Todung melihat urgensi kebijakan perantara untuk mengakomodasi kekosongan dalam implementasi pelaksanaan hukuman mati, tidak harus mengorbankan sesuatu. Penerapannya harus lebih adil dan manusiawi.
Sementara itu, Partner di LSM Law Firm Leonard Arpan Aritonang menilai kekosongan hukum aturan pidana mati bagi terpidana sebagai urgensi kebijakan perantara.
"Kekosongan pengaturan perlu dilengkapi dengan memberi kesempatan yang sama kepada terpidana mati yang tidak mengajukan grasi untuk tetap memperoleh komutasi jika ia tidak dieksekusi bukan karena melarikan diri," ujar dia.
Komutasi alternatif dalam Pasal 101 KUHP baru hanya berlaku terbatas.

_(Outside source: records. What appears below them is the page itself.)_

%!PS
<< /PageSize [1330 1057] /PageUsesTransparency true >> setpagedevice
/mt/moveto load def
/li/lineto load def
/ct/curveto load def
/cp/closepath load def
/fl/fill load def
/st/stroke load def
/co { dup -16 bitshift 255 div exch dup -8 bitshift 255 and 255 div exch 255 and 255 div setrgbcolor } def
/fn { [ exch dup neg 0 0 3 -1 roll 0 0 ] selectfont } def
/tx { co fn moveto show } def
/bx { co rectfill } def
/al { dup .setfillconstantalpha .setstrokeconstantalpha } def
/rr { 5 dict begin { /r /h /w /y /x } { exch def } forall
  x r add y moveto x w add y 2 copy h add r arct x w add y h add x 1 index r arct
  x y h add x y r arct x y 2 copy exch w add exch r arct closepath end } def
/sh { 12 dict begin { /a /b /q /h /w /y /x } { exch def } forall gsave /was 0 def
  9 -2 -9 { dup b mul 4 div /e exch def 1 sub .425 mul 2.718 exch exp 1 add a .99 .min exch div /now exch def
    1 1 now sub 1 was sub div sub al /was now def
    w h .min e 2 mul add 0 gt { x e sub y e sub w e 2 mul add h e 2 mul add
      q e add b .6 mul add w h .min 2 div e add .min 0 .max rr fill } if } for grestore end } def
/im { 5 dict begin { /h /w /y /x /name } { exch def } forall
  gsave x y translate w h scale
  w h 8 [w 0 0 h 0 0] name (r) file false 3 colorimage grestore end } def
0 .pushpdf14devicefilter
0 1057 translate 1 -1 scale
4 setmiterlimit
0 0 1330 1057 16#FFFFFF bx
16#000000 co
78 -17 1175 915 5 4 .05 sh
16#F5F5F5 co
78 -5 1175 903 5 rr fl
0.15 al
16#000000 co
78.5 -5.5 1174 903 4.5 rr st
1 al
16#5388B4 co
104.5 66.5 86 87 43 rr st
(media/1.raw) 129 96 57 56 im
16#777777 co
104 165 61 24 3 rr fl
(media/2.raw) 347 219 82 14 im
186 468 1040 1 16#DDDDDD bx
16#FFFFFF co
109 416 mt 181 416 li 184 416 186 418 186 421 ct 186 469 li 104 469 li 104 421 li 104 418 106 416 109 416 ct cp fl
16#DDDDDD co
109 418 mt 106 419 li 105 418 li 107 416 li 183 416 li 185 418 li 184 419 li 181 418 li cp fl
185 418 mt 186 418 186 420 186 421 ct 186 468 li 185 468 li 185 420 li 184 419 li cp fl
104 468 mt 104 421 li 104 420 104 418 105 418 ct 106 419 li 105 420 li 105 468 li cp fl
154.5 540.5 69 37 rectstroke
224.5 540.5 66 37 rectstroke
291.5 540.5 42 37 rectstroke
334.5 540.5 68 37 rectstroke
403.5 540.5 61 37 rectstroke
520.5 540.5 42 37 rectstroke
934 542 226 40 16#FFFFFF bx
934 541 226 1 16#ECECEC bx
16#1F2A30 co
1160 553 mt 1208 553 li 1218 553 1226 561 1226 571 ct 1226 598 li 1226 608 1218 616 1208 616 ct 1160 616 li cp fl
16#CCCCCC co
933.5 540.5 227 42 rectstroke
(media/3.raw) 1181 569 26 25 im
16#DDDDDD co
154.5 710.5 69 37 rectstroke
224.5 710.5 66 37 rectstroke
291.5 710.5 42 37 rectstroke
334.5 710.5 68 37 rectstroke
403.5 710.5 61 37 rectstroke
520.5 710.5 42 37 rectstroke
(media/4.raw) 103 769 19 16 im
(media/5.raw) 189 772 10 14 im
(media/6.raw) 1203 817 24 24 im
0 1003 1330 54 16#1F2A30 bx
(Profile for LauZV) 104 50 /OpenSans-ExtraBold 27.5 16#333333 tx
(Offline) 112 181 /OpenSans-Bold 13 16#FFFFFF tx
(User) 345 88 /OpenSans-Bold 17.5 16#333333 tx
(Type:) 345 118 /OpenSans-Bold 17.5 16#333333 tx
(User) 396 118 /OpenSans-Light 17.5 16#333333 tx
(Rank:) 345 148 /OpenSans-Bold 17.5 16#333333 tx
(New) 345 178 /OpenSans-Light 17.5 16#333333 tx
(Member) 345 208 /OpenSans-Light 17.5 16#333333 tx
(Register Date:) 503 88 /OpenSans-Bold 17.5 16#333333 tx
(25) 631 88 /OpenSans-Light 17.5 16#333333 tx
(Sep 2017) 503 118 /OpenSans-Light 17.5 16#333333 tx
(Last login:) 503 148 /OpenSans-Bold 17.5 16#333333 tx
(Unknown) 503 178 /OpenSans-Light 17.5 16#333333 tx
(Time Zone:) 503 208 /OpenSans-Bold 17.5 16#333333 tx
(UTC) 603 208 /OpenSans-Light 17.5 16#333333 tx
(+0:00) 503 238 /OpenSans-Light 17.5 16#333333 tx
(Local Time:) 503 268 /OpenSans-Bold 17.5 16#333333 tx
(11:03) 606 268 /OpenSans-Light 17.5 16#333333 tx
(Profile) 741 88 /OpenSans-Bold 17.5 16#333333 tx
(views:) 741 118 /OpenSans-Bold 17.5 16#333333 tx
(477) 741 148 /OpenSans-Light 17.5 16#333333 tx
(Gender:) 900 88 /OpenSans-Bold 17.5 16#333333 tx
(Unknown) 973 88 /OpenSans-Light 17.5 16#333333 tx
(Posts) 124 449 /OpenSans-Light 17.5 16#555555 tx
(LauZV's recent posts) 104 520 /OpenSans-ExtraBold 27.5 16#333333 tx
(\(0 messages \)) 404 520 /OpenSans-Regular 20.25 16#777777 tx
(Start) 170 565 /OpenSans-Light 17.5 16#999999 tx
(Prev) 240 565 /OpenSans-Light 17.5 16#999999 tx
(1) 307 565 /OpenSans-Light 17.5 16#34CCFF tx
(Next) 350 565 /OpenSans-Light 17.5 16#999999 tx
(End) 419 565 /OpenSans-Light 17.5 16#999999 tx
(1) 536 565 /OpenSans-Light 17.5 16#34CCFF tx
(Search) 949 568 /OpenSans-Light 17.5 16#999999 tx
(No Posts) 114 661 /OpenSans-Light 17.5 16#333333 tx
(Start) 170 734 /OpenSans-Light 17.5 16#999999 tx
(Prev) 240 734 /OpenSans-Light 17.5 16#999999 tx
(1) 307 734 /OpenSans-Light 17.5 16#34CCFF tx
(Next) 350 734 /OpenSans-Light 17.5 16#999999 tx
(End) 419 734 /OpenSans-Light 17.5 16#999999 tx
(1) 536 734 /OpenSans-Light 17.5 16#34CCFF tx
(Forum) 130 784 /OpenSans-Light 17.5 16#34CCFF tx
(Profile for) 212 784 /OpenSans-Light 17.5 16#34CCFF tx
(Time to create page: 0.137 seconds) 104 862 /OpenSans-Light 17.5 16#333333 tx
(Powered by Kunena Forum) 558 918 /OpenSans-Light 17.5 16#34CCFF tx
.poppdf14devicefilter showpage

Yakni, bagi terpidana mati yang memutuskan untuk menggunakan haknya untuk mengajukan grasi yang kemudian ditolak.
Leonard mengingatkan pro kontra terkait pidana hukuman mati jangan sampai menghukum orang yang tidak pantas dihukum.
Di samping itu, Hakim Agung Ketua Kamar Pidana, Yohanes Priyana, berpendapat tidak ada kekosongan hukum dalam aturan pidana mati. Jika suatu perbuatan belum berkekuatan hukum tetap dan dinyatakan bukan lagi perbuatan pidana, terdakwa harus dikeluarkan.
Menurut dia, ketentuan ini diatur dalam KUHP baru. Sehingga, tak ada lagi kekosongan hukum.
"Hukuman mati berlaku sesuai ketentuan peraturan perundang-undangan yang baru karena hal itulah yang menguntungkan bagi terpidana, sehingga tidak ada kekosongan dan kevakuman hukum," jelas dia.